Gallimard Jeunesse; (Folio junior), 2002.

Revoilà Artemis, maintenant âgé de 13 ans, enrichi par son expérience avec le monde souterrain féerique à la technologie différente et avancée, qui ne ressemble pas à celui du monde des sorciers de J. K. Rowling. Si, dans ces deux fictions littéraires, les hommes sont identiquement qualifiés de "mudmen" (êtres-de-boue) ici, et ailleurs de "Muggle" ("Moldus", appelés en dérision "Sang-de-Bourbe), l'un des mondes est souterrain, tandis que l'autre est parallèle. Mais dans les deux cas, il faut que ses habitants prennent des précautions pour que les mondes différents ne soient pas connus des Terriens. Autre divergence importante, le statut des héros des histoires : l'un est le "bon" qui combat le "mal"; l'autre est le criminel le plus intelligent que l'on ait jamais vu. Colfer enfant a beaucoup aimé les récits et les films mettant en scène des bandits comme le professeur Moriarty, le capitaine Hook et Bart Simpson, tout en lisant et relisant le Tom Sawyer de Mark Twain. Si on ajoute qu'à cette époque il aurait voulu être dessinateur et réaliser des dessins animés avec le personnage Batman, on peut relier sa création littéraire à des influences passées.

Le père d'Artemis, un financier qui s'est enrichi par des moyens légalement interdits, a disparu en Russie il y a deux ans. Il est donné pour mort. Depuis, Artemis gère la fortune familiale et, dans le premier tome, il l'a augmentée d'un important stock de l'or légendaire du monde féerique afin de financer la recherche de son père. Il sait maintenant qu'il est détenu par la Mafia russe qui lui demande une rançon. Artemis est trop malin pour payer cette rançon, car il devine, grâce à son expérience quasi universelle à laquelle son ordinateur n'est pas étranger, que la Mafia les supprimera, son père et lui, pour ne pas laisser de traces. Mais il décide de jouer le jeu en apparence.

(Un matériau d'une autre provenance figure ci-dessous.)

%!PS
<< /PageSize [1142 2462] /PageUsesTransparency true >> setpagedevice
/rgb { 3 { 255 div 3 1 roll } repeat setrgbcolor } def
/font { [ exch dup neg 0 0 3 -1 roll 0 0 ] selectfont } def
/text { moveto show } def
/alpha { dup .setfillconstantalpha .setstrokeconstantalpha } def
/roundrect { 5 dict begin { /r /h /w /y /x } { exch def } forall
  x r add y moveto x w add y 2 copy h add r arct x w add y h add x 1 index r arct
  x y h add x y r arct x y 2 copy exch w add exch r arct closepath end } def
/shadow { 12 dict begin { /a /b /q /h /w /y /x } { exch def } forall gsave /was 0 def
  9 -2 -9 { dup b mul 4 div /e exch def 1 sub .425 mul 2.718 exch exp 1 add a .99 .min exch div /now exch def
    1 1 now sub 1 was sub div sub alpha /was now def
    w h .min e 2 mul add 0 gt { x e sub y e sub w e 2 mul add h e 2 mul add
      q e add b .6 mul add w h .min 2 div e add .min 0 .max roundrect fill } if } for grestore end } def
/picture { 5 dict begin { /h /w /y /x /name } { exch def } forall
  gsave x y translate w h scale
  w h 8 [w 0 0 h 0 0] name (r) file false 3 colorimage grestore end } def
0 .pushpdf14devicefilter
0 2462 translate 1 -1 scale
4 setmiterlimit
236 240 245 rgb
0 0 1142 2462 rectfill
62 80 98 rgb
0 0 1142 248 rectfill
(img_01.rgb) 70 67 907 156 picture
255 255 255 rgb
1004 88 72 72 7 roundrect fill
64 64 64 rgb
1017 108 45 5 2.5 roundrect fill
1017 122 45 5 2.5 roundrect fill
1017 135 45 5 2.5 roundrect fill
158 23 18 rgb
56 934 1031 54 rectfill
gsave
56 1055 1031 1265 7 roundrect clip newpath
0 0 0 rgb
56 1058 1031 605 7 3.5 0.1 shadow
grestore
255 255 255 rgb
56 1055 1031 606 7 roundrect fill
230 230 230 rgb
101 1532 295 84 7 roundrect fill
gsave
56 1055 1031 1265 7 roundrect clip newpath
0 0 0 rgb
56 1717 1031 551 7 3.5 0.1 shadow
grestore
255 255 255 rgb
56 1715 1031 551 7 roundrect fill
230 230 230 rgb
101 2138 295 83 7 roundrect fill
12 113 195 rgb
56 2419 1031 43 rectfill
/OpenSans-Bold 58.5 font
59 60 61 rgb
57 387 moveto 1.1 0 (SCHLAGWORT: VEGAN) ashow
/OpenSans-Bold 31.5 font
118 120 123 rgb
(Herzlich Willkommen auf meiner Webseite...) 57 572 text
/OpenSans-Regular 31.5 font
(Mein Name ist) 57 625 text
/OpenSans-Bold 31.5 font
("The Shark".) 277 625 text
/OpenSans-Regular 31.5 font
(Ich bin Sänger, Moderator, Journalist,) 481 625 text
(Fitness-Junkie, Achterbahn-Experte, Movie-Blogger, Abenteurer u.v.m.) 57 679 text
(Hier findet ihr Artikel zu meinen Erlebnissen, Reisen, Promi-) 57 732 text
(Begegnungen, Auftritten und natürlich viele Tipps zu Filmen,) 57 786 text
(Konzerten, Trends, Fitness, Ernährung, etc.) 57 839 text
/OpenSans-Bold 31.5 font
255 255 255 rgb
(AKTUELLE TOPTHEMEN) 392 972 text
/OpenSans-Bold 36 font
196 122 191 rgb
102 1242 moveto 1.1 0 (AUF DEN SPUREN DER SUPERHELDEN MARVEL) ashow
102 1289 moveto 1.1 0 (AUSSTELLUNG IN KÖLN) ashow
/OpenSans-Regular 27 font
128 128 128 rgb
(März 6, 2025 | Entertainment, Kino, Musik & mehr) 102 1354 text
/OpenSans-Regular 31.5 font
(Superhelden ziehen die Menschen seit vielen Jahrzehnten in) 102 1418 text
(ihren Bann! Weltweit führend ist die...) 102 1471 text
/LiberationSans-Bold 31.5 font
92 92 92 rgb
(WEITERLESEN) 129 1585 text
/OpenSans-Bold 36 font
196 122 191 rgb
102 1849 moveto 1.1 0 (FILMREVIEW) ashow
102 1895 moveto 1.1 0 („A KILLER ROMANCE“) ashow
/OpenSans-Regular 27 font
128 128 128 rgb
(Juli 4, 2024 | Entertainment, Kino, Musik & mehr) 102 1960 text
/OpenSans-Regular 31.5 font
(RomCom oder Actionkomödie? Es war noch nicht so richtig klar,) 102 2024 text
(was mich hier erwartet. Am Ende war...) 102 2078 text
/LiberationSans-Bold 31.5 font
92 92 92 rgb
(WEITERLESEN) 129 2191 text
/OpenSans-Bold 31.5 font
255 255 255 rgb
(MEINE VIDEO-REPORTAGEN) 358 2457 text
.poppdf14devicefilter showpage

Simultanément, le monde féerique est en danger. Le commerce des piles, source d'énergie couramment utilisée par les humains, mais complètement dépassée dans le monde féerique, est interdit. Polluantes, ces piles pourraient servir de plus à activer d'anciens fusils à laser humains, dont les stupides gobelins, les ennemis, pourraient se servir pour établir leur domination sur le monde souterrain. Artemis est soupçonné par les Forces Armées de Régulation d'avoir organisé ce marché, en profitant de sa connaissance du monde souterrain. Artemis parvient à se disculper et à retourner la situation à son avantage. Il s'allie avec les FAR, offrant son aide pour trouver le fournisseur humain de piles, en échange d'une aide pour rechercher son père en Russie. Le champ de l'aventure va ainsi s'étendre d'Irlande à Los Angeles en passant par Paris, avec des incursions en Russie et au cercle arctique et. Flanqué de son fidèle garde du corps Butler, Artemis a ainsi retrouvé les personnages devenus familiers dans le premier volume : entre autres, la capitaine Holly, le commandant Julius Root, le centaure magicien de la technologie Foaly et le pittoresque nain flatulent Mulch Diggums.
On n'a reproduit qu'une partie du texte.